Simaria is a village in India, along the Ganges river. It is in Begusarai District, Mithila region of India and near Barauni. Also called Kumbhsthali,Omritbhumi, Welcome Gate of Mithila Hindi poet Ramdhari Singh 'Dinkar' was born on 23 September 1908 in Simaria village, then part of Bengal Presidency, British India, now in Begusarai District, Mithila region of India. Situated on the South Eastern boundary of Begusarai, It is also famous for Simaria Mela, a fair of devotional importance during the month of Kartik every year according to Indian Panchang (usually during November). It has a famous bridge Simaria Pul which provides both Rail and Road connectivity to this place. People of Simaria widely speak Maithili language.

Simaria Mohakumbh
Recently Ordhkumbha a devotional congregation was held here in 2011 in an attempt to reestablish the lost importance of other 8 places where Kumbha was held according to scriptures. Not only "Ordhkumbha" but recently "Moha-Kumbha" was also held here in November, 2017.

Simaria Kalpwas
According to mythology, Shri Ram, Lakshman and Vishwamitra had spent a whole month during the Kartik month on the Simaria coast. Even then, devotees make a cottage every year on the banks of Simaria, which is called Kalpwas and dives in the river. , Because it is believed that during this period a dip in the Ganges dashes all the sins. During the period the environment becomes very religious, and the celebration ends with the Chhath festival. The sacredness of the Ganges is indisputable, from which it passes any time, but some holy places around it have earned a more sacred identity. Simaria is one of them. Kartika - Fair has been recognized as State Fair. On the banks of River Ganga, Kalpvas has also been appreciated in "Fishy Mahapuraan" (Chapter 108). All pilgrims from Mithilanchal, West Bengal, Orissa, Eastern Uttar Pradesh and even down of Nepal come here on the banks of the Ganges for Kalpvas for a month. It seems that in the poems of Vidyapati, the border of Ganga can be Simaria. The continuous flow of devotees from Mithila's heart to Simaria supports this belief.

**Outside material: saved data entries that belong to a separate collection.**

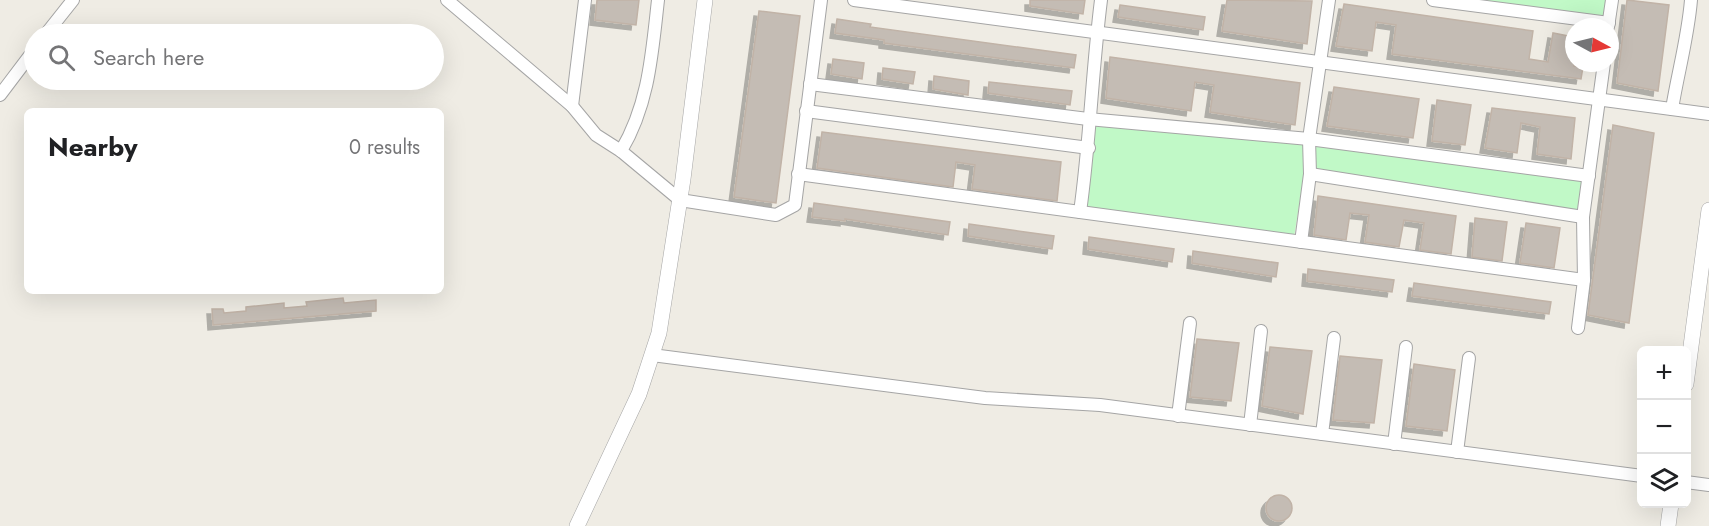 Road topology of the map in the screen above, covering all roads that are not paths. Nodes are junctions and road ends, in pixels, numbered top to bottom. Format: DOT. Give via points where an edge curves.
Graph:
graph roads {
  1 [pos="73,0"];
  2 [pos="447,0"];
  3 [pos="585,0"];
  4 [pos="658,0"];
  5 [pos="705,0"];
  6 [pos="820,0"];
  7 [pos="854,0"];
  8 [pos="1101,0"];
  9 [pos="1329,0"];
  10 [pos="1432,0"];
  11 [pos="1612,0"];
  12 [pos="1691,0"];
  13 [pos="1610,18"];
  14 [pos="1565,19"];
  15 [pos="54,24"];
  16 [pos="1097,32"];
  17 [pos="1319,61"];
  18 [pos="24,63"];
  19 [pos="1603,72"];
  20 [pos="810,84"];
  21 [pos="0,95"];
  22 [pos="1600,99"];
  23 [pos="572,106"];
  24 [pos="1672,109"];
  25 [pos="806,111"];
  26 [pos="1709,114"];
  27 [pos="1088,119"];
  28 [pos="1310,140"];
  29 [pos="1089,148"];
  30 [pos="621,151"];
  31 [pos="798,174"];
  32 [pos="1310,174"];
  33 [pos="1589,176"];
  34 [pos="680,200"];
  35 [pos="1709,210"];
  36 [pos="1080,212"];
  37 [pos="1583,217"];
  38 [pos="1301,242"];
  39 [pos="1584,280"];
  40 [pos="1190,323"];
  41 [pos="1578,328"];
  42 [pos="1261,331"];
  43 [pos="1334,338"];
  44 [pos="1691,346"];
  45 [pos="1406,347"];
  46 [pos="652,355"];
  47 [pos="1469,358"];
  48 [pos="1178,416"];
  49 [pos="1250,425"];
  50 [pos="1322,434"];
  51 [pos="1394,444"];
  52 [pos="1457,452"];
  53 [pos="1637,475"];
  54 [pos="1691,483"];
  55 [pos="1709,485"];
  56 [pos="1670,508"];
  57 [pos="577,526"];
  58 [pos="1668,526"];
  1 -- 15 [label="street"];
  2 -- 23 [label="street"];
  3 -- 23 [label="street"];
  4 -- 30 [label="street" via="649,80 635,127"];
  5 -- 34 [label="street"];
  6 -- 20 [label="street"];
  7 -- 16 [label="street"];
  8 -- 16 [label="street"];
  9 -- 17 [label="street"];
  10 -- 14 [label="street"];
  11 -- 13 [label="street"];
  12 -- 24 [label="street"];
  16 -- 17 [label="street"];
  16 -- 27 [label="street"];
  17 -- 22 [label="street"];
  17 -- 28 [label="street"];
  18 -- 21 [label="street"];
  19 -- 22 [label="street"];
  20 -- 25 [label="street"];
  20 -- 27 [label="street"];
  22 -- 24 [label="street"];
  22 -- 33 [label="street"];
  23 -- 30 [label="street" via="596,135"];
  24 -- 26 [label="street"];
  25 -- 29 [label="street"];
  25 -- 31 [label="street"];
  27 -- 28 [label="street"];
  27 -- 29 [label="street"];
  28 -- 32 [label="street"];
  28 -- 33 [label="street"];
  29 -- 36 [label="street"];
  30 -- 34 [label="street"];
  31 -- 34 [label="street" via="795,205 776,215"];
  31 -- 36 [label="street"];
  32 -- 37 [label="street"];
  32 -- 38 [label="street"];
  33 -- 37 [label="street"];
  34 -- 46 [label="street"];
  35 -- 44 [label="street"];
  36 -- 38 [label="street"];
  37 -- 39 [label="street"];
  38 -- 39 [label="street"];
  39 -- 41 [label="street"];
  40 -- 48 [label="street"];
  42 -- 49 [label="street"];
  43 -- 50 [label="street"];
  45 -- 51 [label="street"];
  46 -- 48 [label="street" via="985,398 1100,405"];
  46 -- 57 [label="street" via="639,394"];
  47 -- 52 [label="street"];
  48 -- 49 [label="street"];
  49 -- 50 [label="street"];
  50 -- 51 [label="street"];
  51 -- 52 [label="street"];
  52 -- 53 [label="street"];
  54 -- 55 [label="street"];
  56 -- 58 [label="street"];
}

It is believed that since the time of Raja Videh, the tradition of Kalpavas festival is on the banks of the Simaria Ganga river. The boundary of Amethila is Simaria. Ganga is still the center of religious faith for the Mithila residents. Even today, Simaria is the legend of Mithila and the salvation of Mantra. Raja Janak (Videh) had made his last rites in his last state and sacrificed his life here.